Here are some notable settings from the defaults file:

 "function-handler"     : "QueueMover.Lambda::QueueMover.Lambda.LambdaHandlers::MoveHandler",

This is how you tell AWS Lambda which method to invoke.  It is made up of four parts:

  • Assembly name (i.e. project name)
  • Namespace (May be the same as the assembly name if your project isn't complex enough for a namespace heirarchy.)
  • Class name
  • Method name
"function-name"        : "TestQueueMover",

This is the name of the Lambda function that you will see in AWS.

"function-role"        : "arn:aws:iam::458256242382:role/service-role/execute_my_lambda"
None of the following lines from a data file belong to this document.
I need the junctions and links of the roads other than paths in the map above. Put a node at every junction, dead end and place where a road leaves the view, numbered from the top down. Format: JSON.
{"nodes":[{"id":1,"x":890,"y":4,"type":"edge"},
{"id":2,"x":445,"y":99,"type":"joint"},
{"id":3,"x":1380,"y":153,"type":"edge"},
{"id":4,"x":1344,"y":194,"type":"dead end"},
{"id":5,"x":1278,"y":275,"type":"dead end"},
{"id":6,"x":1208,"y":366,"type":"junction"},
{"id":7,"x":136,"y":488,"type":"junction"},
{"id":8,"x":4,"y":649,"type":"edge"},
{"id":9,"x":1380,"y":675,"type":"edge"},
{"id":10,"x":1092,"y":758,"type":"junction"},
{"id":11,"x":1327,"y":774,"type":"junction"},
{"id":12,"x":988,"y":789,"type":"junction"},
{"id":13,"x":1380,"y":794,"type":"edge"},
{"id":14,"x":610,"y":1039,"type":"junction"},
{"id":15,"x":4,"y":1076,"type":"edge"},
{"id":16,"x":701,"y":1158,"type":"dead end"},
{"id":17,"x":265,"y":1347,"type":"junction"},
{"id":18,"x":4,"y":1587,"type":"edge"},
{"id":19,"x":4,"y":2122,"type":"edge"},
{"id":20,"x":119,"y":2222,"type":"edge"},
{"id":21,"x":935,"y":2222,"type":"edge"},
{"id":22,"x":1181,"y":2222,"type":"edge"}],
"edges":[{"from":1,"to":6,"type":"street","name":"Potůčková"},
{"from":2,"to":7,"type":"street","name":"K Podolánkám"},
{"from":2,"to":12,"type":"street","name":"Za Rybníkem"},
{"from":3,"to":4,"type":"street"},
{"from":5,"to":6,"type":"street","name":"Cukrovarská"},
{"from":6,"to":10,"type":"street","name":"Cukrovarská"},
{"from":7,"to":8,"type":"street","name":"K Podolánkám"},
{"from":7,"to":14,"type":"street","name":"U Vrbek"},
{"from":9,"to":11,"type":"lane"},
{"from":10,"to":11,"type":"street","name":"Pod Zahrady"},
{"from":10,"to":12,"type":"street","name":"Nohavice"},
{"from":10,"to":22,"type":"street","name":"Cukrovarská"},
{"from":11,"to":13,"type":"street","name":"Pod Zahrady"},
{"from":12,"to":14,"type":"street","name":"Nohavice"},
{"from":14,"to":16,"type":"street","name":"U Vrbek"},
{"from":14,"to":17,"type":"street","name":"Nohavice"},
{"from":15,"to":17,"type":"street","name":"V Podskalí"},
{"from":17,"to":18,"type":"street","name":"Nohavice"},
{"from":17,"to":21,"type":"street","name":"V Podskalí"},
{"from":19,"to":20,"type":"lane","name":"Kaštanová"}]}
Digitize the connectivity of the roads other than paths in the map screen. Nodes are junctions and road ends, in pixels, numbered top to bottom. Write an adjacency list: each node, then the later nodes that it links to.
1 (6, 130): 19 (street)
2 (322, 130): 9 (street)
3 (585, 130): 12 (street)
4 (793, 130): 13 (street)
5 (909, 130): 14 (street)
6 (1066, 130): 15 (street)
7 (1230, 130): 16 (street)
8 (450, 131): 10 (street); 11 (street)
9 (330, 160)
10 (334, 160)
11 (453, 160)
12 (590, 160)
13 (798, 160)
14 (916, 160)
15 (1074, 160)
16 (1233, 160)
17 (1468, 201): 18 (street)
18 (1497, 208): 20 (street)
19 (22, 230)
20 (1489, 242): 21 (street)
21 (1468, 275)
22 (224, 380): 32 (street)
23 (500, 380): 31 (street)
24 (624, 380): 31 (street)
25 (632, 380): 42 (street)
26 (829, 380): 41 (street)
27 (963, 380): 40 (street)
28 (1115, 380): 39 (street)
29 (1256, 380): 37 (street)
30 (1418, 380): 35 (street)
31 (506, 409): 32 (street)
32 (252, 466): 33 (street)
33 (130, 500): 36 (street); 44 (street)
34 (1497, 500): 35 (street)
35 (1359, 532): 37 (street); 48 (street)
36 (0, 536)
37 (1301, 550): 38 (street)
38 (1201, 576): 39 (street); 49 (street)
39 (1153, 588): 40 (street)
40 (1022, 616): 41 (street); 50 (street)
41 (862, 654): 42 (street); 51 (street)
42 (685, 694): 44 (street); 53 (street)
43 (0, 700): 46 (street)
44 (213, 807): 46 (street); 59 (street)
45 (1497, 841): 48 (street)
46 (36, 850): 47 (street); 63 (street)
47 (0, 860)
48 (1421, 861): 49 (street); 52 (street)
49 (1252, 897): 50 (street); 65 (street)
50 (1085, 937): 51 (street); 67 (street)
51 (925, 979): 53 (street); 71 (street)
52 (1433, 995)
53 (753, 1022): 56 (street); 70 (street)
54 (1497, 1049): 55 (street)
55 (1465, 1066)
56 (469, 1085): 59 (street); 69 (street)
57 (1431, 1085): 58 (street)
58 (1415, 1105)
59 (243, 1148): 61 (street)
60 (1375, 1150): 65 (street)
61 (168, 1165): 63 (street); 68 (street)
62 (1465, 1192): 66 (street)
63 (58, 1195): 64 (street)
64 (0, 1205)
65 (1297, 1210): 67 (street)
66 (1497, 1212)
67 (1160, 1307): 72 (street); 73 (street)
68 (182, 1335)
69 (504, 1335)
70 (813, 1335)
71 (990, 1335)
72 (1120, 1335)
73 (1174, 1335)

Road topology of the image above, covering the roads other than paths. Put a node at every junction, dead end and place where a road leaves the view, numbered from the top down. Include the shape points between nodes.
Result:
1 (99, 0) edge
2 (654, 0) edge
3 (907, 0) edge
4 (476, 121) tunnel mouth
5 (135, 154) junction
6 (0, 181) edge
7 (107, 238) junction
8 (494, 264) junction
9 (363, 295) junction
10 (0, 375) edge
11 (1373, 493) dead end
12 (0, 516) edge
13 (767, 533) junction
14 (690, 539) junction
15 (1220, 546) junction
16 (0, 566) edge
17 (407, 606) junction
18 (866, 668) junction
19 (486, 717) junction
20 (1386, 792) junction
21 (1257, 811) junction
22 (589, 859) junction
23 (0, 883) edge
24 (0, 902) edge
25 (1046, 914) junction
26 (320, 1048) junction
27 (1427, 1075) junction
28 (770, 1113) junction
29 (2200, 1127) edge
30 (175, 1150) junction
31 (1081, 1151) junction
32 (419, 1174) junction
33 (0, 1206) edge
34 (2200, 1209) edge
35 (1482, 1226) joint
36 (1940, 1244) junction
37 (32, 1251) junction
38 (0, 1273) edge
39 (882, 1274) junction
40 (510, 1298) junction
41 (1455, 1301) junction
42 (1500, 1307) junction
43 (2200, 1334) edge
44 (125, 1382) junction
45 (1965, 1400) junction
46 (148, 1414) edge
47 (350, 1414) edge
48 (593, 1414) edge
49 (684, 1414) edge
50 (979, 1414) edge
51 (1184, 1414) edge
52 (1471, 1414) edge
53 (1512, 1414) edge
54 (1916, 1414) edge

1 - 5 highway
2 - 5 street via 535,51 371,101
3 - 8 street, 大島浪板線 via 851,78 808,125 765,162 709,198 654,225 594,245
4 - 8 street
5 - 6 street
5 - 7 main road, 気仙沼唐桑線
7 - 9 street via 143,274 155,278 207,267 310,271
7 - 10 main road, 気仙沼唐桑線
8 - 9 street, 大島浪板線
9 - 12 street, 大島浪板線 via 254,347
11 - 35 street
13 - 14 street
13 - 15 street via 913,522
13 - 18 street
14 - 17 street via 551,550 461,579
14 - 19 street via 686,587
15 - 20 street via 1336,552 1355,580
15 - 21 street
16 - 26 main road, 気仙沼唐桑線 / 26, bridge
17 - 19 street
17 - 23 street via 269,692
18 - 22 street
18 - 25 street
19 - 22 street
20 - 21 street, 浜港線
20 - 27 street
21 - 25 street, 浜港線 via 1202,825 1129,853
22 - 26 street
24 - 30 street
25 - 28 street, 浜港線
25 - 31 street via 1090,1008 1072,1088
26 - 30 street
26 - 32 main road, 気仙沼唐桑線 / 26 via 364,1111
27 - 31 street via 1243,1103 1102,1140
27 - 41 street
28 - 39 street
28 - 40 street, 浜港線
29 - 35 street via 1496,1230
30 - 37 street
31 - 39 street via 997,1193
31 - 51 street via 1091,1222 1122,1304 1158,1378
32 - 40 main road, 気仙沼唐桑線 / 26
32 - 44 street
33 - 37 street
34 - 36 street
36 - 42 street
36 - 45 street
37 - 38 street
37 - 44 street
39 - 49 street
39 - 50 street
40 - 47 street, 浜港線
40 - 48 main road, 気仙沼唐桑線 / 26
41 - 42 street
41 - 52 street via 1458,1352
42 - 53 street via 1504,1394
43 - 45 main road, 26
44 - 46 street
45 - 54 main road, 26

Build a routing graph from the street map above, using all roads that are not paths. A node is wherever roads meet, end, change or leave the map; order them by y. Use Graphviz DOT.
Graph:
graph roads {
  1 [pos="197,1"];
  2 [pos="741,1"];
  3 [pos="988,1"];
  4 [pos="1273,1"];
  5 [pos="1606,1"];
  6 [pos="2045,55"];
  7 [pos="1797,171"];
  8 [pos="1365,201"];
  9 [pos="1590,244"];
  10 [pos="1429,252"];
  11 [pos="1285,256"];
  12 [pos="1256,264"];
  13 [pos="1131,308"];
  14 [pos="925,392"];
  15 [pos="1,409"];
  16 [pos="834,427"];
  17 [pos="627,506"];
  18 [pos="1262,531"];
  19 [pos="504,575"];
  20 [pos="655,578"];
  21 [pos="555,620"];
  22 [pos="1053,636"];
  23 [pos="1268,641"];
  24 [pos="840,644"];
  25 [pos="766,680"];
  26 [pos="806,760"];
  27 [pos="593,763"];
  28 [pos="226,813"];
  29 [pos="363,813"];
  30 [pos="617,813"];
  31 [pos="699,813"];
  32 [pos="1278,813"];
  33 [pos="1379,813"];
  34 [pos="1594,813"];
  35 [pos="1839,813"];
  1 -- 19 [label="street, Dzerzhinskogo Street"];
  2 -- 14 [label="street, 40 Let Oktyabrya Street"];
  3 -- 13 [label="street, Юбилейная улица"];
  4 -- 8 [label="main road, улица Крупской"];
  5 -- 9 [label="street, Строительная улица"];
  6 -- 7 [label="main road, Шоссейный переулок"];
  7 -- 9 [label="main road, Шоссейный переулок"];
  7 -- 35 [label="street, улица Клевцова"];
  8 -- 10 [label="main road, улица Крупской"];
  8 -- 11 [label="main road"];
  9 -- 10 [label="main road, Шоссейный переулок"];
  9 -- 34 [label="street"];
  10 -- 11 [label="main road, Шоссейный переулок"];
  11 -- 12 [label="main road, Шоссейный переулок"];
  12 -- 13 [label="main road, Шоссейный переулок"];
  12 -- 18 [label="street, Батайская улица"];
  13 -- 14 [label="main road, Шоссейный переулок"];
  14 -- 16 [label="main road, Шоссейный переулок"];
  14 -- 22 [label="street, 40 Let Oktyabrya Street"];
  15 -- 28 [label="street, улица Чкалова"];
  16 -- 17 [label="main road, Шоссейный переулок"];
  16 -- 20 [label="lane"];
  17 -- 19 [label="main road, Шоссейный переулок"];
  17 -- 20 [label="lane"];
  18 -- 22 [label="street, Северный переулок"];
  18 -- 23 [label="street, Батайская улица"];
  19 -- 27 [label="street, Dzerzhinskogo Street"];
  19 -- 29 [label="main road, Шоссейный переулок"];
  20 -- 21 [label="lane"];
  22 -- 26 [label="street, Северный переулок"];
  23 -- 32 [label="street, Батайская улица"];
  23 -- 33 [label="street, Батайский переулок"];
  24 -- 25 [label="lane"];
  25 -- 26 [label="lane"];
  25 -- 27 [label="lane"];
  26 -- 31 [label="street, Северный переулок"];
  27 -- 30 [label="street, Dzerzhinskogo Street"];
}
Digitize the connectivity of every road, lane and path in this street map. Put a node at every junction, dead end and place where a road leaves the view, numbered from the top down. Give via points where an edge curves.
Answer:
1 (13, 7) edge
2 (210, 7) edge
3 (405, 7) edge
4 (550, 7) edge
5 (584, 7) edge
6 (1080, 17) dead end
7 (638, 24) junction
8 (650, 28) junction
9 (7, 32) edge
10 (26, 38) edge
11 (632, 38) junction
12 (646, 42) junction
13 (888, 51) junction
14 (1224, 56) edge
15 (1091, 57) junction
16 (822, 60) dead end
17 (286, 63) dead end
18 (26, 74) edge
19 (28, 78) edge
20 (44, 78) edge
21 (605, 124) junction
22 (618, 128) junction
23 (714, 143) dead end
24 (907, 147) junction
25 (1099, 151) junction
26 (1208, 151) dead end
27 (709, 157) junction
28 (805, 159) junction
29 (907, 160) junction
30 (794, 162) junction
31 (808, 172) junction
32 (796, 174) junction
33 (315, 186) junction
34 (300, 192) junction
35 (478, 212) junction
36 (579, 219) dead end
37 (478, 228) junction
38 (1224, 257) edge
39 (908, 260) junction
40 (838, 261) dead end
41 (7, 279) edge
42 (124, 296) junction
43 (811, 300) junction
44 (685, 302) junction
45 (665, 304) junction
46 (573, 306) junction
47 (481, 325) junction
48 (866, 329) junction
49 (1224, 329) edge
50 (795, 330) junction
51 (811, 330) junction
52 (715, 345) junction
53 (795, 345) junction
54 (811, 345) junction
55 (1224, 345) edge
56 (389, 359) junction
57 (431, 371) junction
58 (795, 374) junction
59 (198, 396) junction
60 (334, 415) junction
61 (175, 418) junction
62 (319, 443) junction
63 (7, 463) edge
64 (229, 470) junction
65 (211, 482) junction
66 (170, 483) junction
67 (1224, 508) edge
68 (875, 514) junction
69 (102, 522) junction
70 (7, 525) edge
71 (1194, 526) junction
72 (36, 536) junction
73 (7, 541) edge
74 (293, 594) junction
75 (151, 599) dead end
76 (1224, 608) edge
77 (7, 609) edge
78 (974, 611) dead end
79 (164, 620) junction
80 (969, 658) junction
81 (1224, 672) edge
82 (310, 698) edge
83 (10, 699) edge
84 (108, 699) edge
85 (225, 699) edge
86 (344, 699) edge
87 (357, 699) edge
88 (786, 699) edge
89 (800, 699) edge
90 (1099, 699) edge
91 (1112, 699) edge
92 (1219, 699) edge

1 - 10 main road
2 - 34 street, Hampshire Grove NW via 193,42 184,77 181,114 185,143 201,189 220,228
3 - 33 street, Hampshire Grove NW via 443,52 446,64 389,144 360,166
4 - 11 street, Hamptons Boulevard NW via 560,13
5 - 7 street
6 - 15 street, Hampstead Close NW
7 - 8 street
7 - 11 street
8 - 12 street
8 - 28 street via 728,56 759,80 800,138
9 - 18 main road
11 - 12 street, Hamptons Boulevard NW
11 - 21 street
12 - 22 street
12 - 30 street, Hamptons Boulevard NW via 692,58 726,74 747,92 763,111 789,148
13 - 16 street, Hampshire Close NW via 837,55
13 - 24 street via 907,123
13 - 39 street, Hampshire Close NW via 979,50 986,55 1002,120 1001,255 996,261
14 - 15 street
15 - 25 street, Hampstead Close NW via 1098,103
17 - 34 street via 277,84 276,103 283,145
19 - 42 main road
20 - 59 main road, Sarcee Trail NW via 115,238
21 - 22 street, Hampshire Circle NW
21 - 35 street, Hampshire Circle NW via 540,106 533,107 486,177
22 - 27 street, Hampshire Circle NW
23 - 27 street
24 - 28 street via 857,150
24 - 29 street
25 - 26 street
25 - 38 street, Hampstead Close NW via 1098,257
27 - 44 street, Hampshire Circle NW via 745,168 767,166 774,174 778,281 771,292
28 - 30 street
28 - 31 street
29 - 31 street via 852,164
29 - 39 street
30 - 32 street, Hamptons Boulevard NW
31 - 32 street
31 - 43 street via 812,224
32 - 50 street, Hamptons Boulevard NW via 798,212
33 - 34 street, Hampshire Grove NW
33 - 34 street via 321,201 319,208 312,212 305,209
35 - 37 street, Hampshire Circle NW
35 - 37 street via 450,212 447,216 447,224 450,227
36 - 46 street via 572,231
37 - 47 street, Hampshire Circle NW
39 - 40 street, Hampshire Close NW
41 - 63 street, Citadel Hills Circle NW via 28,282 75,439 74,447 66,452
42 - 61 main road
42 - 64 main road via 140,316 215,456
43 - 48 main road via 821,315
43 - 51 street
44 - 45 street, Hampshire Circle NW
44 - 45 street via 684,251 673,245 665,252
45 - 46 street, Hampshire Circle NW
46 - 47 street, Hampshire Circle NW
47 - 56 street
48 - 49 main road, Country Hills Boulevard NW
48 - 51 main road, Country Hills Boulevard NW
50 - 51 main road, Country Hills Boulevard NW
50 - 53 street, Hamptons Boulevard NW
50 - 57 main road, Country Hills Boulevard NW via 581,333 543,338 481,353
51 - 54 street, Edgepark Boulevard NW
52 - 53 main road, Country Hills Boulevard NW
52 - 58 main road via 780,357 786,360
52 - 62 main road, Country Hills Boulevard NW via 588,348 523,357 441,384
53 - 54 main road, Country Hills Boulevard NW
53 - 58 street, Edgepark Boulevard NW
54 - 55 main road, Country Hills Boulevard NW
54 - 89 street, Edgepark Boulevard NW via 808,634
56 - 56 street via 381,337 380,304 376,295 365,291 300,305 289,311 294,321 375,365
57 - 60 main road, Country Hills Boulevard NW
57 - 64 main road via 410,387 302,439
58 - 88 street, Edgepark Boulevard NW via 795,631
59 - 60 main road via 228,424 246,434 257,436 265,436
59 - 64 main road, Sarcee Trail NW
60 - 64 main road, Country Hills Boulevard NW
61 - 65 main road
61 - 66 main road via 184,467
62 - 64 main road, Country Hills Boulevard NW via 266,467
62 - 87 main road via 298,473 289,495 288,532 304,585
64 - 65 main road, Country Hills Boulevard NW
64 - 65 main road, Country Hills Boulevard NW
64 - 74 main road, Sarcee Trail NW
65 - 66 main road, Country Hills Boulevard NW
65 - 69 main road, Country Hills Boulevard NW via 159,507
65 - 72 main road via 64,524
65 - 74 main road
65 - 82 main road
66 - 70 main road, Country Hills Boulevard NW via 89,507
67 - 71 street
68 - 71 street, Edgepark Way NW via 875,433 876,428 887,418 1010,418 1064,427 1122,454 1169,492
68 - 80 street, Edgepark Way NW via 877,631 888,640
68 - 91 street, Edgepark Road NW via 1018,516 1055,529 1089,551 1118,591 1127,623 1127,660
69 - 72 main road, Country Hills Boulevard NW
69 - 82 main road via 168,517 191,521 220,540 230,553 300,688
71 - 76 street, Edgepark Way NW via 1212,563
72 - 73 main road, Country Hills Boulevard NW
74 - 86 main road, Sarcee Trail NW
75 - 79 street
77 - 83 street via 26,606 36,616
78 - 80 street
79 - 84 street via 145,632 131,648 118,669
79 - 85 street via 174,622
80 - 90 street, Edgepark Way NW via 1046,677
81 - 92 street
This is an existing AWS IAM role.

"environment-variables" : "\"SourceQueueName\"=\"QueueMoverSource\";\"TargetQueueName\"=\"QueueMoverTarget\";\"SqsAccessKeyId\"=\"NotGonnaTellYou\";\"SqsSecretAccessKey\"=\"NopeNotGonnaDoIt\";\"SqsRegion\"=\"us-west-1\"

Use these environment variables in place of your typical .config file.

By setting this file up with the standard values you will use, your automated deployment scripts/tools can simply override the settings that are variable.

For example, I created this Powershell script:

dotnet lambda deploy-function -fn "DLQ_Reprocess_ReleaseDelta" -fh "QueueMover.Lambda::QueueMover.Lambda.LambdaHandlers::MoveHandler" -ev '"SourceQueueName"="ReleaseDelta_Dev_DLQ";"TargetQueueName"="ReleaseDelta_Dev";"SqsAccessKeyId"="NotGonnaTellYou\";\"SqsSecretAccessKey\"=\"NopeNotGonnaDoIt";"SqsRegion"="us-west-2"'
dotnet lambda deploy-function -fn "DLQ_Reprocess_ReleaseStatusChange" -fh "QueueMover.Lambda::QueueMover.Lambda.LambdaHandlers::MoveHandler" -ev '"SourceQueueName"="ReleaseStatusChange_Dev_DLQ";"TargetQueueName"="ReleaseStatusChange_Dev";"SqsAccessKeyId"="NotGonnaTellYou\";\"SqsSecretAccessKey\"=\"NopeNotGonnaDoIt";"SqsRegion"="us-west-2"'

It deploys the same QueueMover.Move function twice.  Each instance has a different name and different environment settings for the appropriate queues.  Running this script automatically sets up two Lambdas.

Of course, we need a way to change these settings to be appropriate for each deployment environment.  For this, we could make the PowerShell script accept parameters.  And/Or, we can use our deployment tool Octopus Deploy to help.  That is for a future discussion with our deployment folks.